The data:
++++++++++++++++++++

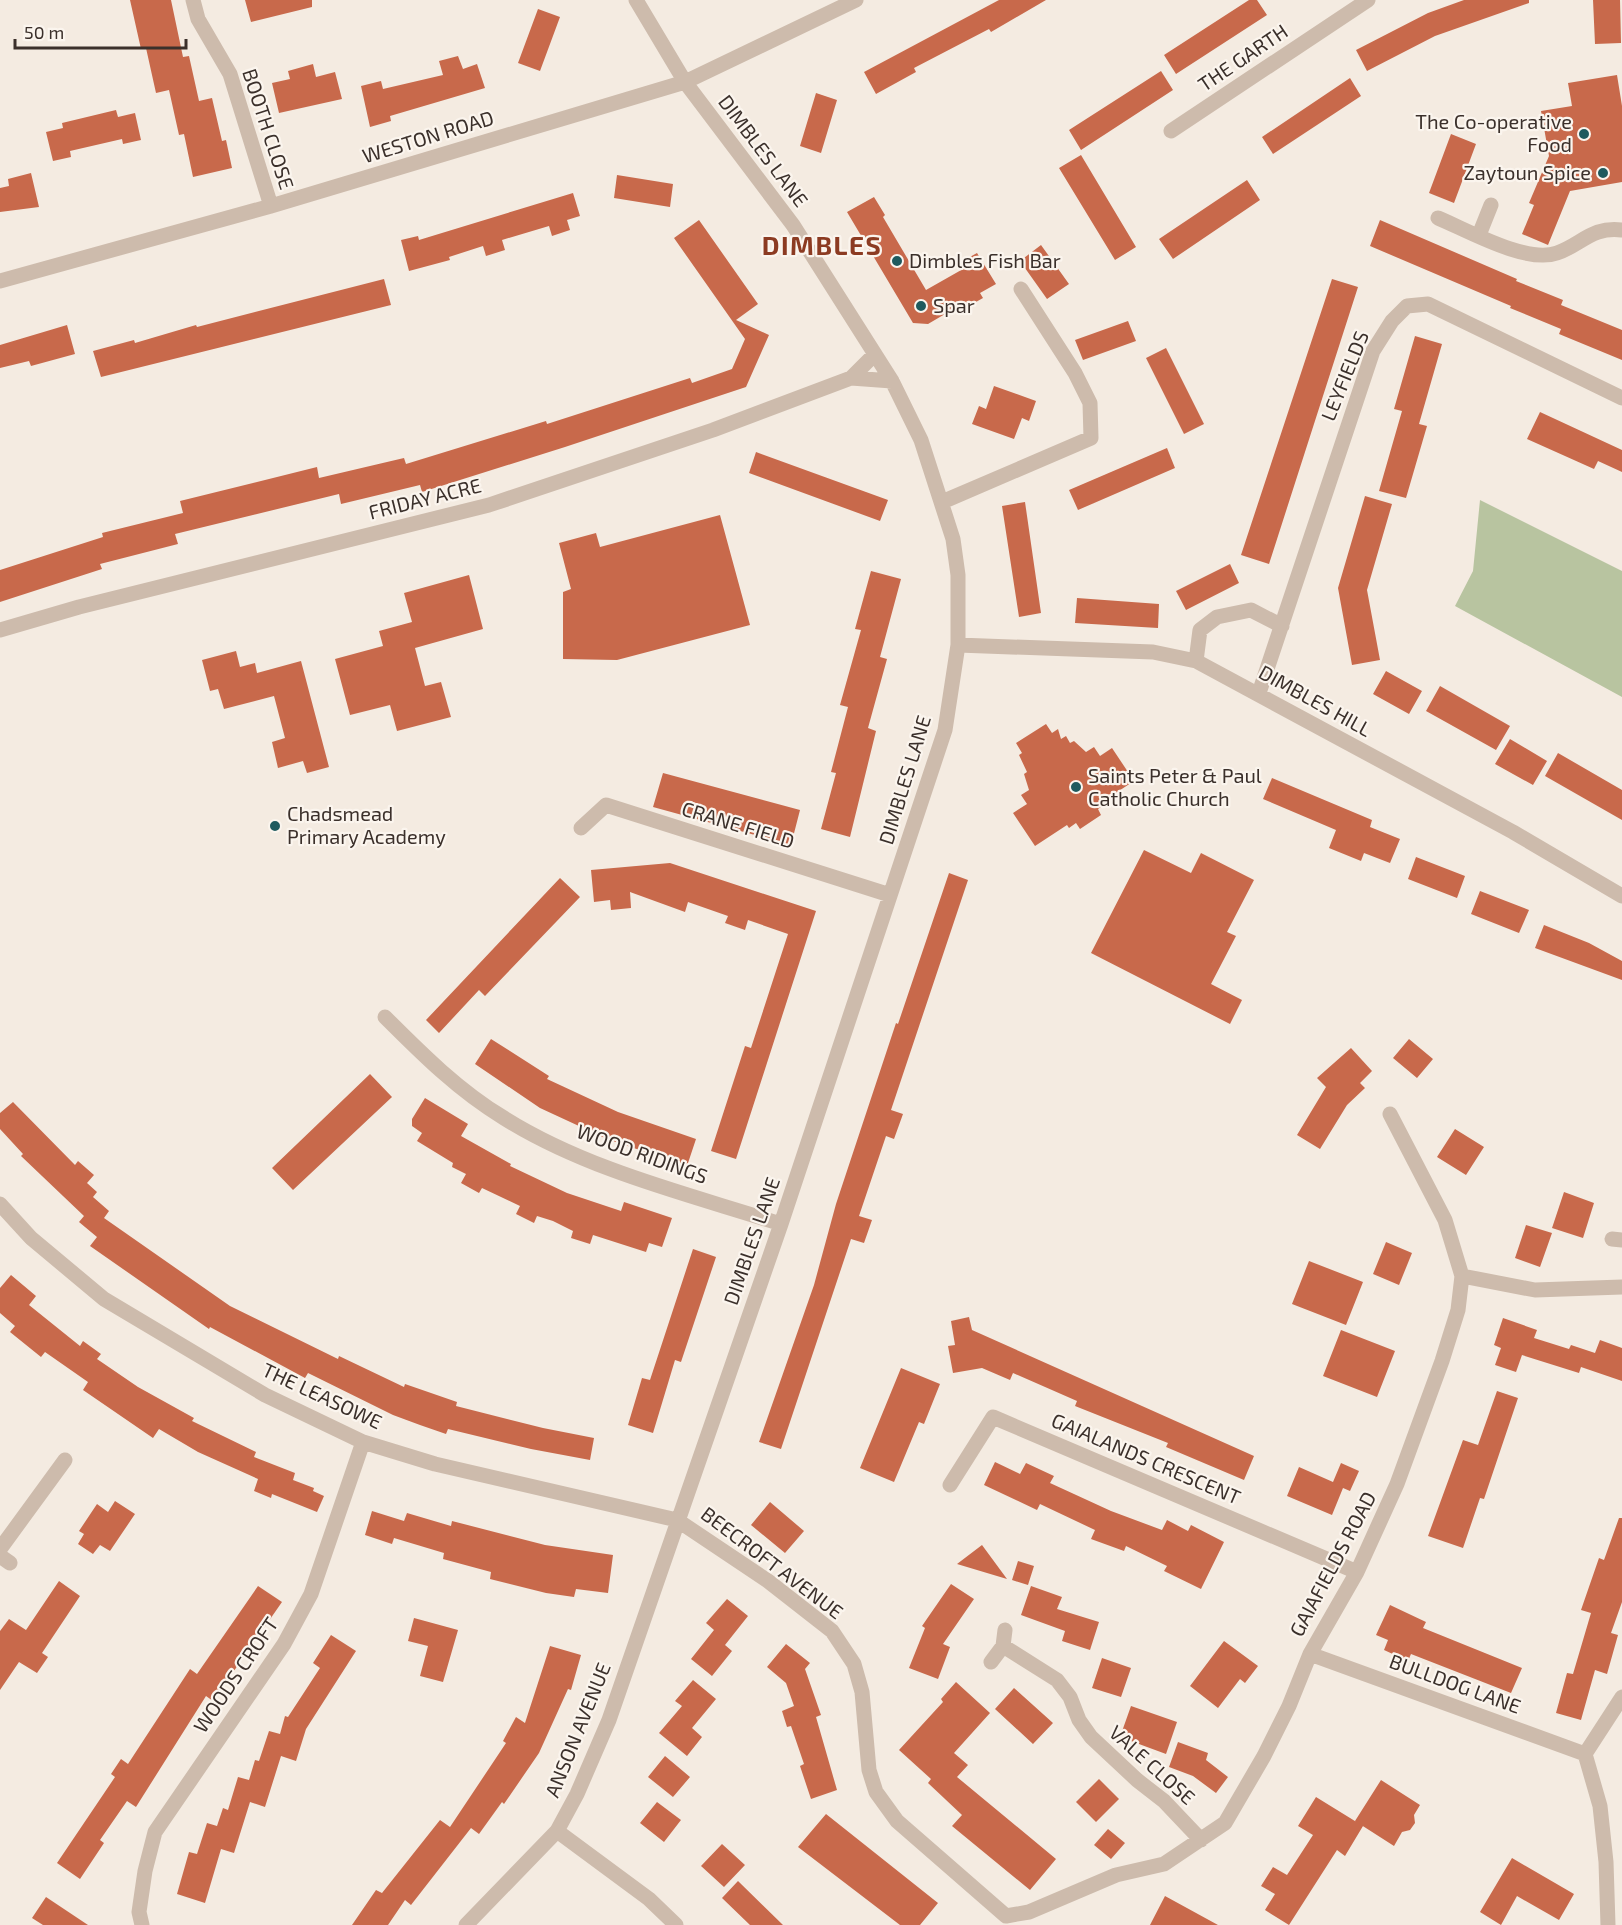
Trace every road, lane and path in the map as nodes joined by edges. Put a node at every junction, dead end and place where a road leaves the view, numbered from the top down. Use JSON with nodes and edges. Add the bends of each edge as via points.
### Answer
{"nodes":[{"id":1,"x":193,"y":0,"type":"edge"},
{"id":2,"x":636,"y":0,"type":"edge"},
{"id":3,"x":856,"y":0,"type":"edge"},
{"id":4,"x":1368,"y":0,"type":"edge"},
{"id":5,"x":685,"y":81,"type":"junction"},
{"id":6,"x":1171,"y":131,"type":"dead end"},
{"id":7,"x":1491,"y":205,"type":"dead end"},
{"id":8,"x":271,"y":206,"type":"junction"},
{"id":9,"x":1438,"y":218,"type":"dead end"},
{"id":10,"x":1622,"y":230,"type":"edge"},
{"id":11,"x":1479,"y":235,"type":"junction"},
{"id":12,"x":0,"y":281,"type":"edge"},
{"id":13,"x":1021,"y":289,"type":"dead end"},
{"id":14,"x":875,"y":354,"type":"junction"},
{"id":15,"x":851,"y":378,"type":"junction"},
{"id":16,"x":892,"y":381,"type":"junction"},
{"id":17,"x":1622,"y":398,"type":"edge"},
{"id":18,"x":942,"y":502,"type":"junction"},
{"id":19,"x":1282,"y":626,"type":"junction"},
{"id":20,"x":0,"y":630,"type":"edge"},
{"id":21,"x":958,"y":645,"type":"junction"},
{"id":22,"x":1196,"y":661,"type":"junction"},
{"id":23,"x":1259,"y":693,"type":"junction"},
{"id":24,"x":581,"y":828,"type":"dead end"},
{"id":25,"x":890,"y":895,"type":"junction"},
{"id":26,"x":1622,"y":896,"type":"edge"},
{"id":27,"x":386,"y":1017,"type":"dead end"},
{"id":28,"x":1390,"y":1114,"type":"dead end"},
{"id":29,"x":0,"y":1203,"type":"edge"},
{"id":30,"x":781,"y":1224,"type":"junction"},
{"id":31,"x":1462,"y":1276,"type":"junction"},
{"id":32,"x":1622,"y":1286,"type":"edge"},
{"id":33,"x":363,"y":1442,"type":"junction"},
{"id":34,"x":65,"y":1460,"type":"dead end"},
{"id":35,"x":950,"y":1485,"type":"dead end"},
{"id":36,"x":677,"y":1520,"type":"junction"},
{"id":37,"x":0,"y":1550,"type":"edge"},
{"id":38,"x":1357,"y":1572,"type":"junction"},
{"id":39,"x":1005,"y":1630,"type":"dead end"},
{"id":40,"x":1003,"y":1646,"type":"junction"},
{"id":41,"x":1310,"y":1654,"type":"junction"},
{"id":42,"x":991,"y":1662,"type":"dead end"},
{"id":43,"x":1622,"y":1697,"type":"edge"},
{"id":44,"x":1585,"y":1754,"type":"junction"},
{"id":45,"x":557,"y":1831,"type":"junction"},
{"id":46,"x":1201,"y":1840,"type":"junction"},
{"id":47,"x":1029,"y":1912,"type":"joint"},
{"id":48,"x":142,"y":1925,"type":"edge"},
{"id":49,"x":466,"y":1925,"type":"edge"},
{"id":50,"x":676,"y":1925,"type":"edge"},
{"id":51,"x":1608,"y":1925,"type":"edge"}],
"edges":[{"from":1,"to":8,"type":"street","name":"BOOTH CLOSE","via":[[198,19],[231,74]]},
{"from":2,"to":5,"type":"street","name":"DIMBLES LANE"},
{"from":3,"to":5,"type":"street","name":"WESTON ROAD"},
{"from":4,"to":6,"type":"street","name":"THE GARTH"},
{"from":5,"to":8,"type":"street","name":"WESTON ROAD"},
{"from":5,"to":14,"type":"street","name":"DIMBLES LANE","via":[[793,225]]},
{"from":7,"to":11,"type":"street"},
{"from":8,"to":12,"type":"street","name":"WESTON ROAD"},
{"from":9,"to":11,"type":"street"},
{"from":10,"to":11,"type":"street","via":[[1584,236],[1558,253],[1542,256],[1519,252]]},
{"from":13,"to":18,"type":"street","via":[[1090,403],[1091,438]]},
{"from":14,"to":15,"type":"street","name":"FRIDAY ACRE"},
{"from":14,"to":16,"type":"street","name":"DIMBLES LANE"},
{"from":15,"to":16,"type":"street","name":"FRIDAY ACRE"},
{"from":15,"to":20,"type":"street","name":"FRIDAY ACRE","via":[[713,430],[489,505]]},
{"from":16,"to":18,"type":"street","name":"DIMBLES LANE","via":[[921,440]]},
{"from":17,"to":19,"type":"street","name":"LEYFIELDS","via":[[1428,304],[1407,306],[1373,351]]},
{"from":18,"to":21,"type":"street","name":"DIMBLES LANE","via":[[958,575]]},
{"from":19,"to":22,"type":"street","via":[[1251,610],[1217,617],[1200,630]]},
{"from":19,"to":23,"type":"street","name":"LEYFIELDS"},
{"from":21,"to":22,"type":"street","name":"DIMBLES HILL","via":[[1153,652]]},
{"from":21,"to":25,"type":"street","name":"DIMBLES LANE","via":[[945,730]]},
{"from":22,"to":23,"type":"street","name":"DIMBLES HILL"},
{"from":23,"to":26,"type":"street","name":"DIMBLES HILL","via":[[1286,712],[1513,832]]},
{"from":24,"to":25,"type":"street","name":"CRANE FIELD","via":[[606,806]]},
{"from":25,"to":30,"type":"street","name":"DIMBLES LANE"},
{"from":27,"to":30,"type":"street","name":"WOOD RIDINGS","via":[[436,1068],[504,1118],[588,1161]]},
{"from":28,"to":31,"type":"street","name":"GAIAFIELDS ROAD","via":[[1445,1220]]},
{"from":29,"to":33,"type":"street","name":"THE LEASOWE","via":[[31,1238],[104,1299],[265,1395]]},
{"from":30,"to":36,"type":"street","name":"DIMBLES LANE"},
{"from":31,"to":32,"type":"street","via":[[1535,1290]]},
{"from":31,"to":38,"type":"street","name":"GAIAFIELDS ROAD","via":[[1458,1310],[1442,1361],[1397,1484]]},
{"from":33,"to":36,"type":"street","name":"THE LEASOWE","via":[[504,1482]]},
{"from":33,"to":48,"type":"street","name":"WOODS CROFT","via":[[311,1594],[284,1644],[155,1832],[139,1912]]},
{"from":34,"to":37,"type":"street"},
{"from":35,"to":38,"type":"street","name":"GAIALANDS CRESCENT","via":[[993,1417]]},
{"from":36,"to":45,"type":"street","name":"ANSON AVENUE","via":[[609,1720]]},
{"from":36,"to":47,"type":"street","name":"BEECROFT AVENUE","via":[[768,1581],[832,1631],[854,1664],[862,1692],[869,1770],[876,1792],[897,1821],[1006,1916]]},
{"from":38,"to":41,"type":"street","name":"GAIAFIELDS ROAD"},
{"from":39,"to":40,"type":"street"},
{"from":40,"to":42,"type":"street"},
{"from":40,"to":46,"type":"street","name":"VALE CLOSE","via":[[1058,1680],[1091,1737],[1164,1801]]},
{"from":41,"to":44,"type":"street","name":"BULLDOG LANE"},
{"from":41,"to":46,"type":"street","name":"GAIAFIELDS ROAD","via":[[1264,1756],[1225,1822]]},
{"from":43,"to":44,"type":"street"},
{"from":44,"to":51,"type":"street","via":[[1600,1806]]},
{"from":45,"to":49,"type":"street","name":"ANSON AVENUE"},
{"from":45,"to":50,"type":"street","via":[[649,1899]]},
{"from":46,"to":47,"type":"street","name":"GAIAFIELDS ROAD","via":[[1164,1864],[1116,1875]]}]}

++++++++++++++++++++

Copy out, from the listing above, every line that contains the word "edges".

Trace every road, lane and path in the map as nodes joined by edges. Put a node at every junction, dead end and place where a road leaves the view, numbered from the top down. Use JSON with nodes and edges. Add the bends of each edge as via points.
"edges":[{"from":1,"to":8,"type":"street","name":"BOOTH CLOSE","via":[[198,19],[231,74]]},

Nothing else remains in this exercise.